New hospital construction needs to involve a cadre of individuals such as architects, human factors engineers, and practicing nurses to ensure that clunky features within existing work systems are not replicated in new facilities. Healthcare leaders and administrators need to participate in this work too, helping to design hospitals of the future that are built to maximize efficiency and minimize turbulence. Any additional costs associated with designing and constructing turbulence-reducing hospitals must be weighed against the cost of continually recruiting nurses to replace those who leave the workplace due to stress and burnout, as well as the cost associated with unsafe patient care.

It might also be helpful to develop measures of turbulent workflow; human factors engineers would be important allies in such endeavors.

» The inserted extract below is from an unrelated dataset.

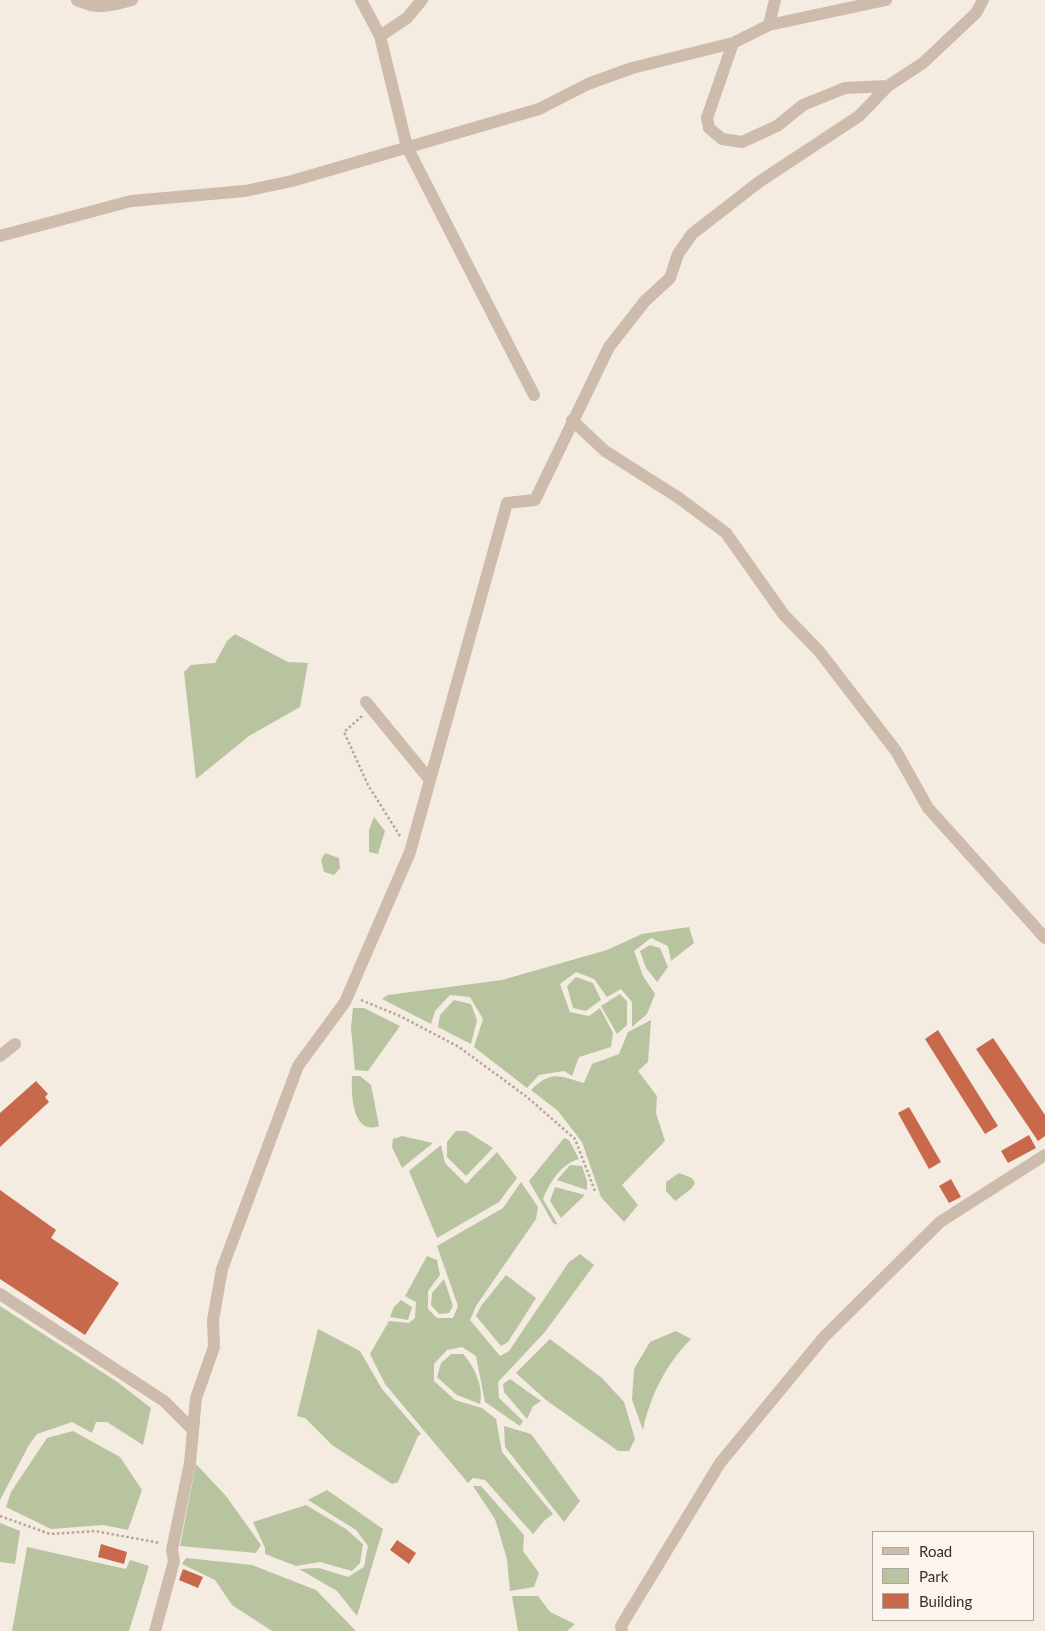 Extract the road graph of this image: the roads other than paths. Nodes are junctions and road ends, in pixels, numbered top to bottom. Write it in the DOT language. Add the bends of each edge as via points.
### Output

It seems there is sufficient evidence, however, that the nurses’ work environment is turbulent. Thus, rather than measure what seems like a given, it would be more beneficial to invest time and resources into improving practice environments. Diminishing turbulence was an explicit suggestion from Myny et al. (2012). More generally, Carayon and Gurses (2008) recommended redesigning work systems to reduce nurses’ workload. Even modest investments might yield substantial returns. For instance, mobile work telephones were implemented to minimize nurses need to walk to a central nurses’ station to get or return telephone calls. What was not anticipated, however, was the highly interruptive nature of mobile work telephones. These interruptions are one of many examples of practices that need to be thought through more fully to minimize unwanted consequences of work system redesign. Similarly, it is essential to determine whether care quality is affected by implementing interventions to improve the practice environment (Swiger et al. 2017).

Finally, a word of caution for the future of existing measures of nurses’ work environments (Chaps. 4 and 13); workflow and turbulence are not reflected in these measures. Moreover, a family of measures was developed using data from the 1980s. Nursing practice has changed immensely since those measures were developed. The trio of measures are the Nursing Work Index (NWI; Kramer and Hafner 1989), the Nursing Work Index-Revised (NWI-R; Aiken and Patrician 2000), and the Practice Environment Scale of the Nursing Work Index (PES-NWI; Lake 2002, 2007) (Chap. 4). The PES-NWI is especially prominent because of its wide use (Swiger et al. 2017; Warshawsky and Havens 2011). Therefore, leaders must consider what work environment measures reflect about contemporary environments, realizing that turbulence sources are not represented.

Workflow for nurses is an oxymoron—nurses’ work in a flow that is turbulent. Although workflow is a significant issue within the nursing profession, there is little evidence of remediating the turbulent working conditions. Practicing nurses deal with turbulence from many sources. They use ingenious strategies to function as best they are able for patients and themselves despite the turbulent workflow. To keep nurses interested in acute care and bedside practice, it is imperative that we reduce the turbulent flow that prevails in acute care settings, making them safer for patients and better for the nurses who practice in them.